Allen Mills, a physics professor at the University of California, Riverside, is close to creating the first gamma-ray laser in the world. Until now, the gamma ray laser has been a hypothetical device that would be capable of producing gamma rays in a similar manner to how conventional lasers emit light through optical amplification. Many have tried to materialize this device, and failed to do it thus far. Even the 2003 Nobel winner, Vitaly Ginzburg, has called the creation of the gamma ray laser one of the most important problems in modern physics.
Apparently, A. Mills has managed to figure out a way that works on paper at least, and which involves the use of hollow spherical bubbles that are filled with a gas of positronium atoms, maintained in stable form inside liquid helium. Positronium is extremely hard to work with, as it’s highly unstable and very short-lived. It’s basically an electron and its anti-particle, a positron, bound together in an atom-like system that is called the “onium”. When the two partciles annihilate each other, two to three gamma-rays are produced (depending on the relative spin states).

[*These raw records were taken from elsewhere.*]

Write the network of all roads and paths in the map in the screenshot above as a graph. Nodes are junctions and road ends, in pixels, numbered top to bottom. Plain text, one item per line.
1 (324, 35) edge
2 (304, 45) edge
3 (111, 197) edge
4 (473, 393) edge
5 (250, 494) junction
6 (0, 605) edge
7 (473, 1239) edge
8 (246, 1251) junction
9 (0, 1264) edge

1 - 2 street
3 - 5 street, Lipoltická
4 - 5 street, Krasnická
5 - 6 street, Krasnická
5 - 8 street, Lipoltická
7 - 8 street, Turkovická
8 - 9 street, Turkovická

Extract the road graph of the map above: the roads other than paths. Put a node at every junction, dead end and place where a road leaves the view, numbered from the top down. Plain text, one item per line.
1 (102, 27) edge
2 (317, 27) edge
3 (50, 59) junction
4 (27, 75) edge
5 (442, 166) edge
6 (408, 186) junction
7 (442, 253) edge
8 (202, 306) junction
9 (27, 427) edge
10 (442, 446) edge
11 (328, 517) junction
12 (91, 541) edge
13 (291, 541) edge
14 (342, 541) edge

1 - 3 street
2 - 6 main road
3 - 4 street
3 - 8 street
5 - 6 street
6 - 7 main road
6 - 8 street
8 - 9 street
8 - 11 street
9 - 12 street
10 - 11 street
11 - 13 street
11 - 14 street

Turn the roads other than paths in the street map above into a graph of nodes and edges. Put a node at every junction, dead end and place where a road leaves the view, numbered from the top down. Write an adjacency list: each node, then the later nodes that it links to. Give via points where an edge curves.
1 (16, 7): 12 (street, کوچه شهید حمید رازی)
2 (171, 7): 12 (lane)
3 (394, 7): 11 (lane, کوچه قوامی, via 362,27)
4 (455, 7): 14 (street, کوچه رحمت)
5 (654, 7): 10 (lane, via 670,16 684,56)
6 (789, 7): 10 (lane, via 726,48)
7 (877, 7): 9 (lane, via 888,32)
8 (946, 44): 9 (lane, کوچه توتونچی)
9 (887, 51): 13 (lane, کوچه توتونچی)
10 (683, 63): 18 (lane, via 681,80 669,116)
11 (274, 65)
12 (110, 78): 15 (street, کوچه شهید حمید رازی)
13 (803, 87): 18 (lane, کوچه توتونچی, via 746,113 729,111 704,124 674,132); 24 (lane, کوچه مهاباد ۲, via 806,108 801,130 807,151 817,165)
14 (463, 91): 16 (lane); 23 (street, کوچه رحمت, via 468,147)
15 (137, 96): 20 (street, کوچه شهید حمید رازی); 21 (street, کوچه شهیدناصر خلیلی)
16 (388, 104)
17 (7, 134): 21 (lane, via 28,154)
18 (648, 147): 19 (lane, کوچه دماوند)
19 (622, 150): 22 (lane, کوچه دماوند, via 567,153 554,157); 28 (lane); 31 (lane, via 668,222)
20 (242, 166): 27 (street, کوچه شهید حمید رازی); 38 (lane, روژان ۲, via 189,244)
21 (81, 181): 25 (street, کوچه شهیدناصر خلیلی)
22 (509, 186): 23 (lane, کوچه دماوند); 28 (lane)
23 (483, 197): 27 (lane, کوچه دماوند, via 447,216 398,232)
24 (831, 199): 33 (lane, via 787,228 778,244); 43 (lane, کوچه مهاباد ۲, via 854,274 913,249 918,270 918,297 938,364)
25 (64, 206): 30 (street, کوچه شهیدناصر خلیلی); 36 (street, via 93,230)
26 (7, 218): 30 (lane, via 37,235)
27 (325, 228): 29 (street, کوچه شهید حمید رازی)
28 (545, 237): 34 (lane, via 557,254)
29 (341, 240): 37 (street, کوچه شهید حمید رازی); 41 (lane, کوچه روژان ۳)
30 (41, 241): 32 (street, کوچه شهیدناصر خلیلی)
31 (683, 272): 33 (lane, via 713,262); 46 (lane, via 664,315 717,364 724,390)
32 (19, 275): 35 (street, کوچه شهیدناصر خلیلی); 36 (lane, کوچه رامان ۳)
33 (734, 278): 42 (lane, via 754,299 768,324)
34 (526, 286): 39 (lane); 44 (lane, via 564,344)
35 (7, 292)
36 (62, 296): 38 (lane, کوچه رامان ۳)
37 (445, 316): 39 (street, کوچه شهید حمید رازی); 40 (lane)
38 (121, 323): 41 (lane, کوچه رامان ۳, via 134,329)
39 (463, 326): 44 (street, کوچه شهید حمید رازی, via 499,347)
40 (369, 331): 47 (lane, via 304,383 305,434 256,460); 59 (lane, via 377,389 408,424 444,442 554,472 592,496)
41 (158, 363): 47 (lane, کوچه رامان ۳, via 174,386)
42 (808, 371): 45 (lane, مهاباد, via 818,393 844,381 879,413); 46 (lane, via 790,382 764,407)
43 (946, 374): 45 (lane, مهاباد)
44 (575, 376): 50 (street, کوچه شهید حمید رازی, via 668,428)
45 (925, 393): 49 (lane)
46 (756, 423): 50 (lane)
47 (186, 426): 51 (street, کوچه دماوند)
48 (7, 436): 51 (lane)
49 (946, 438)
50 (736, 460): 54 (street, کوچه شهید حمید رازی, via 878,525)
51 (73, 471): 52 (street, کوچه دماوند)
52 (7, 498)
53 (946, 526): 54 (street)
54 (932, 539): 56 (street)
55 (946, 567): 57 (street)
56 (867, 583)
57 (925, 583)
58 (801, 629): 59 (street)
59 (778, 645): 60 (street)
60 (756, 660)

Gamma rays are the most powerful and dangerous type of radiation, but when produced in a controlled state, they could open up a host of new possibilities in a wide spectrum of different fields. Application examples include advanced medical imaging, novel cancer treatment solutions, and high-performance spacecraft propulsion systems.
The team is currently perfecting the production of the required Bose-Einstein condensates by using a specially crafted anti-matter beam and pointing to the liquid helium. Next, they will try to tunnel the positronium through a graphene sheet next. Considering the impenetrable nature of this material, a positronium atom laser beam could theoretically spew out of the tube. If that happens, it will be a bright day for physics, and a milestone for modern science.